For the last remnant of color had faded from her lips, even the light left her eyes.

“Are you ill?” he repeated. “Speak to me, Hermione.”

“No; I am not ill. It was only a strange fluttering here at my heart, as though it had stopped beating. Kenelm, help me to realize my doom!”

He shuddered as she asked the question:

“Tell me in plain words what I have to bear.”

“It is too horrible, Hermione. I cannot look at you and do it.”

“Then turn your eyes from me, but tell me—let me know.”

“If it be true that you have committed this crime you will be tried for it.”

“Tried—where—tell me all about it, Kenelm, I am so ignorant.”

“You will be taken from here to Lowestone Prison to await your trial on the charge of willful murder. Hermione, you are ill and are hiding it from me.”

She laughed with scornful despair.

“Can you care for my being ill when you have hunted me down to death?” she said. “How absurd that seems, Kenelm. I am not ill, but there is a strange feeling at my heart as though my strength were failing. It will not hurt me—go on! I shall be tried at Lowestone. Can I take the children, or must I say good-by to them forever?”

“You cannot take them, of course, Hermione. You can employ the best counsel in England; you can have the best defense.”

“I shall make no defense; I shall say nothing, but plead guilty, guilty of all. After that, what next?”

“Your sentence,” he replied, and the words died away on his lips.

“What will it be?” she asked.

“I cannot tell. My God! am I dreaming? Is it you, Hermione, asking me these terrible questions as though they concerned any other rather than yourself?
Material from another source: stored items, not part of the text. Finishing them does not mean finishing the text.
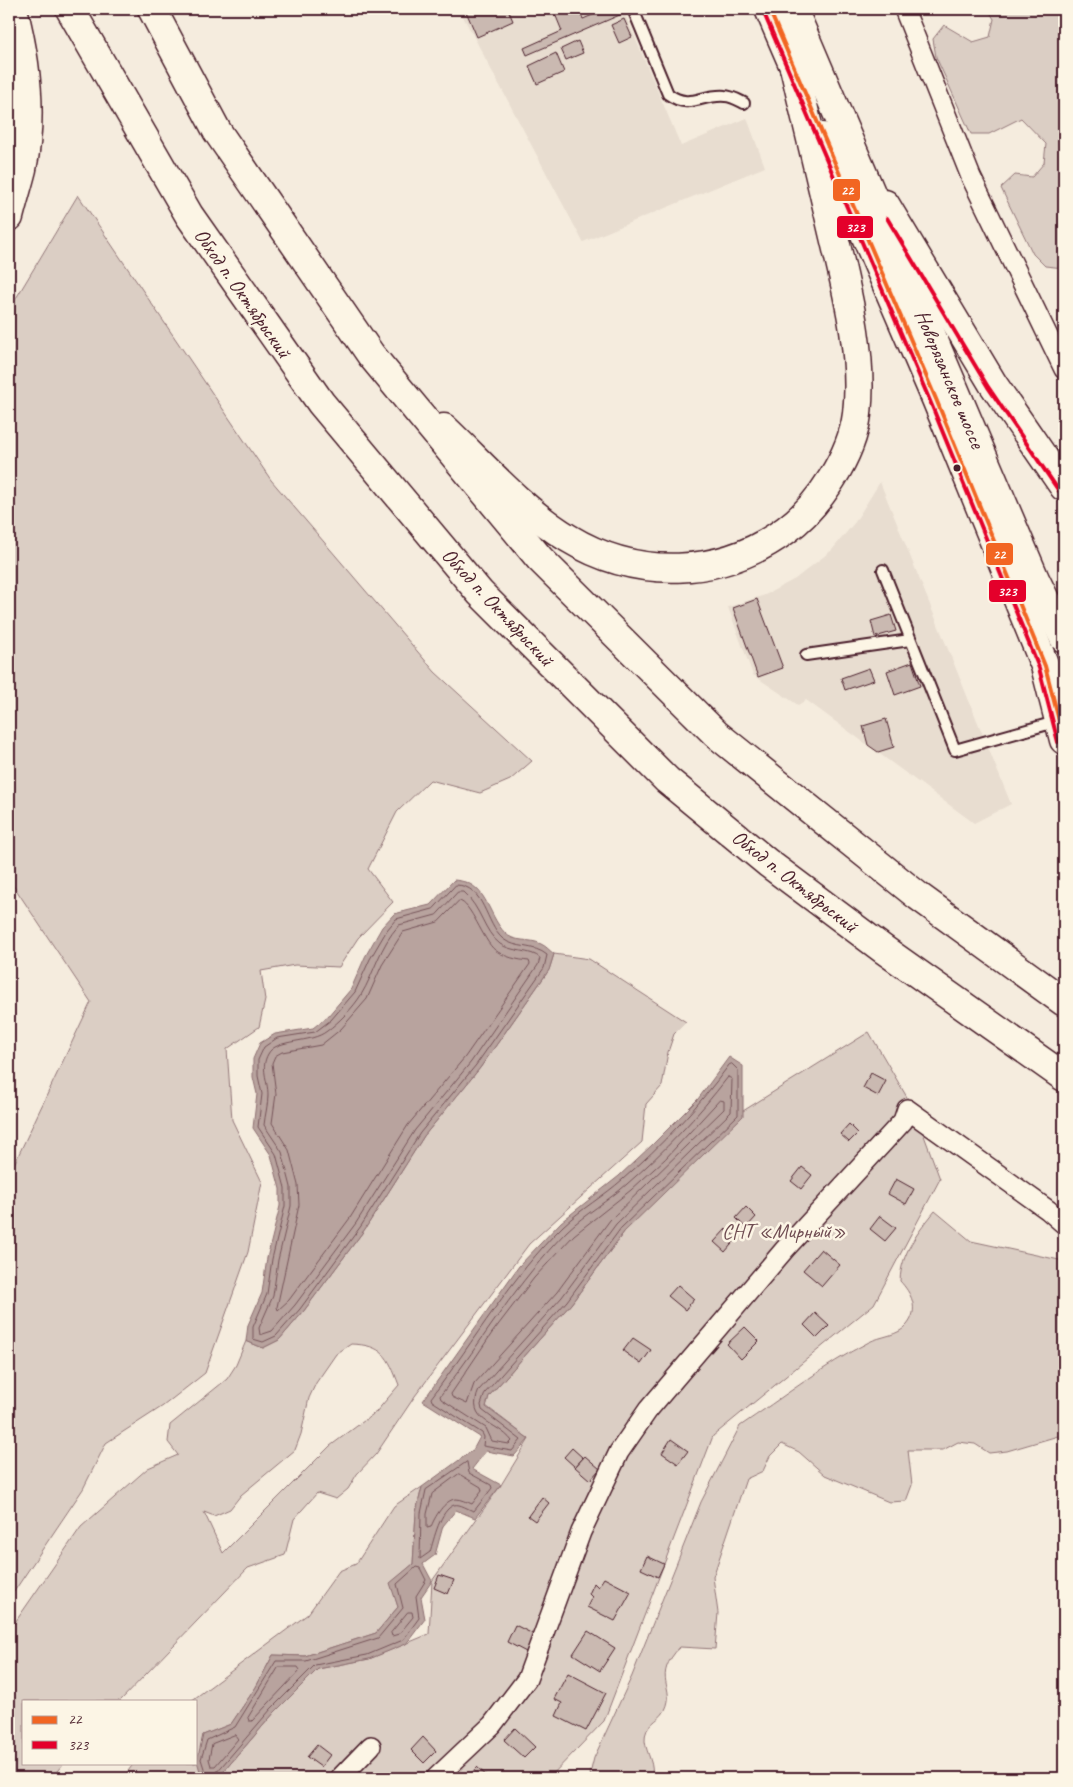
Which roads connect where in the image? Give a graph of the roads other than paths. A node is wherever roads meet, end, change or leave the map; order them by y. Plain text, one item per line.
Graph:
1 (13, 9) edge
2 (70, 9) edge
3 (152, 9) edge
4 (633, 9) edge
5 (769, 9) edge
6 (793, 9) edge
7 (904, 9) edge
8 (794, 67) junction
9 (744, 103) dead end
10 (854, 152) junction
11 (9, 218) edge
12 (1064, 370) edge
13 (388, 375) junction
14 (1064, 487) edge
15 (883, 570) dead end
16 (1035, 579) junction
17 (1064, 638) edge
18 (910, 640) junction
19 (806, 655) dead end
20 (1064, 666) edge
21 (1062, 730) edge
22 (1058, 998) edge
23 (1058, 1073) edge
24 (1064, 1224) edge
25 (371, 1746) dead end
26 (340, 1778) edge
27 (436, 1778) edge

1 - 11 main road
2 - 23 main road, Обход п. Октябрьский
3 - 13 main road
4 - 9 lane
5 - 8 main road, Новорязанское шоссе
6 - 10 main road, Новорязанское шоссе
7 - 12 street
8 - 13 main road
8 - 21 main road, Новорязанское шоссе
10 - 14 main road
10 - 16 main road, Новорязанское шоссе
13 - 22 main road
15 - 18 lane
16 - 17 main road
16 - 20 main road
18 - 19 lane
18 - 21 lane
24 - 27 street
25 - 26 street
I dare not think what it will be—the bare thought of you, a delicate, high-bred, gentle woman undergoing so shameful a death fills me with horror too great for words. I will not believe you did it,” he cried passionately, his face flushing with sudden hope.
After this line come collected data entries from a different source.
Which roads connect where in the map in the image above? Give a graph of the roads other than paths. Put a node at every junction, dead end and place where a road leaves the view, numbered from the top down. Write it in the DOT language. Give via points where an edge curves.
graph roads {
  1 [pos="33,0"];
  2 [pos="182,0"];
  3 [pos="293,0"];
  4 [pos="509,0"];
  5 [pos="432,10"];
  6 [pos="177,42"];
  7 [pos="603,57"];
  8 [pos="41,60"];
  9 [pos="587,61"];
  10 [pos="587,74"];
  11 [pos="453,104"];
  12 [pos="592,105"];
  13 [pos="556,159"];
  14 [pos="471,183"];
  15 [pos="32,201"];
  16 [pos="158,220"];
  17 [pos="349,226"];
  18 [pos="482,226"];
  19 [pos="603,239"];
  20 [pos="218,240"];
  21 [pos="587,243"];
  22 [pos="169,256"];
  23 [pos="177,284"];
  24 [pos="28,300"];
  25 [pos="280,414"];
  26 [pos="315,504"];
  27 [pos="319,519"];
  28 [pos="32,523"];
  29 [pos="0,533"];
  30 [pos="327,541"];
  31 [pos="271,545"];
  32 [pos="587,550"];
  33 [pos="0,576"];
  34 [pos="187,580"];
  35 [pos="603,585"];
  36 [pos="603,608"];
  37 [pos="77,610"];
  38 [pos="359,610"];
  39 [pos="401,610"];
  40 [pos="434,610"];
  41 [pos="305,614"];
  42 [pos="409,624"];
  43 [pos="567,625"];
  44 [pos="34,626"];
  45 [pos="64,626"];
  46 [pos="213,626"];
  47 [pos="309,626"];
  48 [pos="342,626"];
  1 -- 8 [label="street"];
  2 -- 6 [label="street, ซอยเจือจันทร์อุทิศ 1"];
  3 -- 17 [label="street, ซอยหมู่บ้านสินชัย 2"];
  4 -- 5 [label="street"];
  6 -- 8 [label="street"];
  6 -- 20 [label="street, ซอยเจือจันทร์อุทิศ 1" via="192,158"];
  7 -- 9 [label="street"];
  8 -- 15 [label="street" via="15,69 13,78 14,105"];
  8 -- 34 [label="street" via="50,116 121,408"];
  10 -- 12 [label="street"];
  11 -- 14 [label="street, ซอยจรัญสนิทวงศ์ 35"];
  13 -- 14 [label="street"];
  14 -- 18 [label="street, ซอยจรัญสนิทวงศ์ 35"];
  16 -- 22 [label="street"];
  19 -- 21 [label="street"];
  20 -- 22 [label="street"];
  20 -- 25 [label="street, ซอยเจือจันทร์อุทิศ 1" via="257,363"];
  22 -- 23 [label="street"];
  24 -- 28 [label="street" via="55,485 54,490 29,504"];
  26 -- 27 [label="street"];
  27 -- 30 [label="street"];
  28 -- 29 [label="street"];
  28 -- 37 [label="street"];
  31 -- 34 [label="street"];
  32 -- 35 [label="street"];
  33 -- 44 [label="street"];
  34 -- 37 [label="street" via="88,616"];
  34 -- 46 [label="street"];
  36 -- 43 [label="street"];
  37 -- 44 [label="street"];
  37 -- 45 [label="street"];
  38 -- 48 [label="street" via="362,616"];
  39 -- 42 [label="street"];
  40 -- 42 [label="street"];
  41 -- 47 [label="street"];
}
“And I tell you,” she replied, with the same air of weariness and dejection, “that I am guilty of it all, and that I shall plead guilty before any judge in England. The law may do its worst to me; it can inflict no torture worse than life. I suppose, though, you will not tell me so, Kenelm, that I must die for the crime.”

He turned from her with a low moan.

“I thought my heart was harder,” he said. “I can bear no more, Hermione.”

“I have but one more question to ask. When will your detective arrive?”

“To-morrow,” he replied. “I am going, Hermione. I can bear no more.”

“You will not tell my father nor my mother until after I am gone, Kenelm?”

“I will not, and how I shall tell them only God knows.”

The next moment he had gone, leaving her alone.

“I will go back and look at my children,” she said. “I may not see them again.”

She went to the nursery, with that same strange, fluttering pain at her heart.

She bent over them and kissed them with a passion of tears.

“How shall I leave you?” she moaned. “How can I part from you? I go forth to shame and death, but you will know all in heaven.”

Then her heart gave way, and she wept until her very soul seemed exhausted and she could weep no more. Little Harry stirred in his sleep, and she soothed him with gently murmured words. Who would soothe them when she was gone? Who would tell them how dearly she had loved them, and how well she loved them? Who would whisper the name of the disgraced mother?

She ceased weeping at last, and a look of calm came over her face.

“God knows,” she said, as she laid her tired head on the pillow to rest. “God knows, and the children will know in another world.”